━━ Records to use

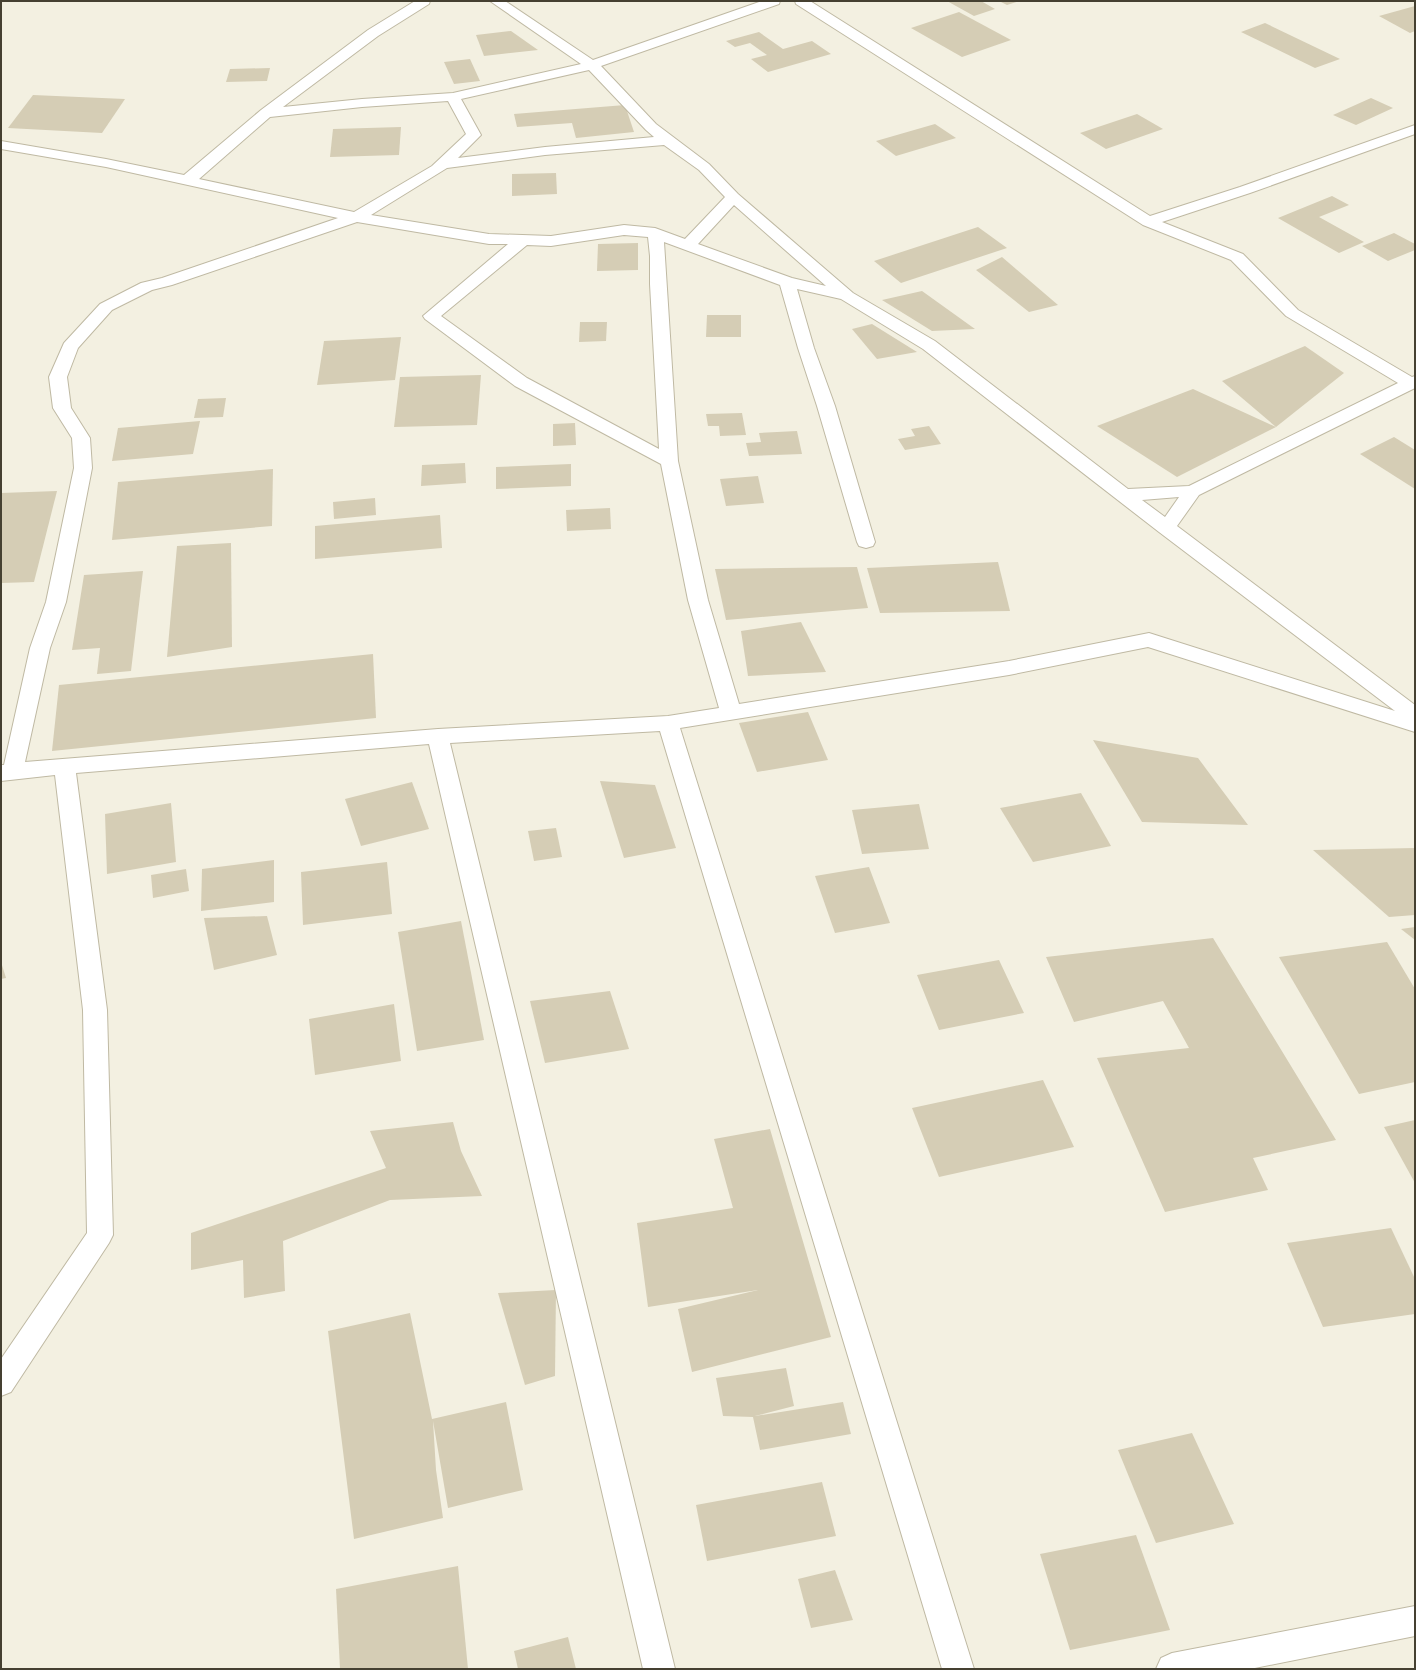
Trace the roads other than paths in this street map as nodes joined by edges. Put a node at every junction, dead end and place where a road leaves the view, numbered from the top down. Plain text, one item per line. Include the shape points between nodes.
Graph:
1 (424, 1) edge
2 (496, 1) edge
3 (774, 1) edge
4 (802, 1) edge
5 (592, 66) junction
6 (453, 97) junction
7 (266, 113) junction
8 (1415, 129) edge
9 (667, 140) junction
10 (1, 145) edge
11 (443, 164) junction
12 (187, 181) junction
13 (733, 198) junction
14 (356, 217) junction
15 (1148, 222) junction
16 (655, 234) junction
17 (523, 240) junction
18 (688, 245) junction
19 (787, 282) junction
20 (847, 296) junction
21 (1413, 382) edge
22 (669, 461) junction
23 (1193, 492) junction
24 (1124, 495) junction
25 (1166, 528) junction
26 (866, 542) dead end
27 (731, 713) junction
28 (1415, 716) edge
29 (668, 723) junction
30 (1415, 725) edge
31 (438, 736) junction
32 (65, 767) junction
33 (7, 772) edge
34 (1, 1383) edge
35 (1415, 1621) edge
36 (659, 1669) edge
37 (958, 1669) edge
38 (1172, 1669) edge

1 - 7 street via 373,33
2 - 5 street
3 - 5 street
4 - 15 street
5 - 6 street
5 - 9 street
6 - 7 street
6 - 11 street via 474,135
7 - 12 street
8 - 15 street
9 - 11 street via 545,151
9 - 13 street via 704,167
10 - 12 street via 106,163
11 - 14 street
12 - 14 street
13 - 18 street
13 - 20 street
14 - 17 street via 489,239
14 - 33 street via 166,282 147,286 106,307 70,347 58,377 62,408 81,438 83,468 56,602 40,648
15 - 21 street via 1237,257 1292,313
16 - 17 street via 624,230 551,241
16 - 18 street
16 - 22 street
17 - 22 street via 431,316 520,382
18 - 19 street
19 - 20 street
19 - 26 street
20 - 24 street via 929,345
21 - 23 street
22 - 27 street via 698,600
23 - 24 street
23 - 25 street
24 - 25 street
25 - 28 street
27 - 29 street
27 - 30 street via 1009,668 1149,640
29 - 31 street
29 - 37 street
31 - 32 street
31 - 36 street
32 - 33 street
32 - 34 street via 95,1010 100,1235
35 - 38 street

━━━━
━━ Records to use

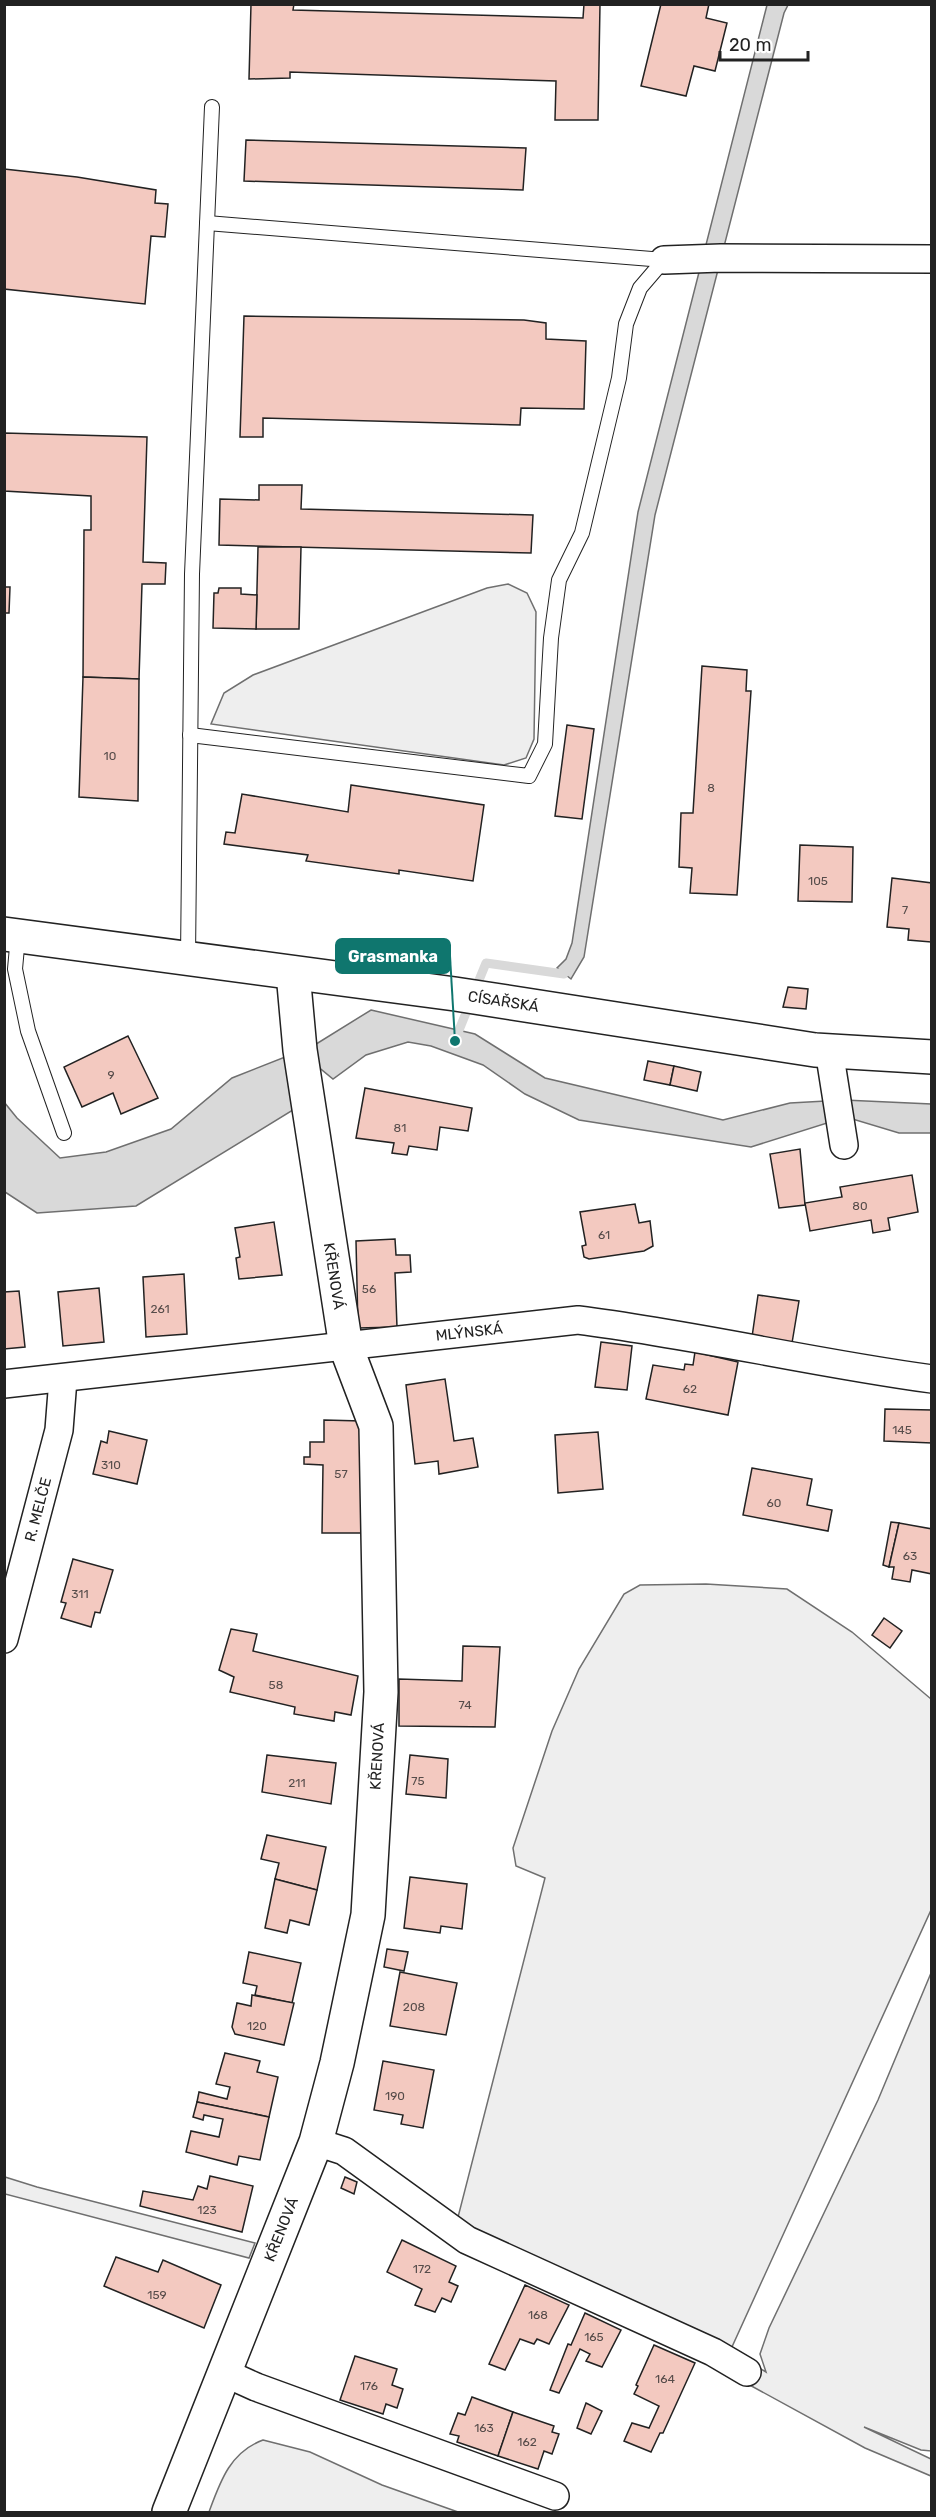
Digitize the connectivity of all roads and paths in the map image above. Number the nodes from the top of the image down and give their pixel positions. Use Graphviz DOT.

━━━━

## Directions for this task
Go through the data above line by line, count those that contain the string "paths", and reply with the count only.

## Result
2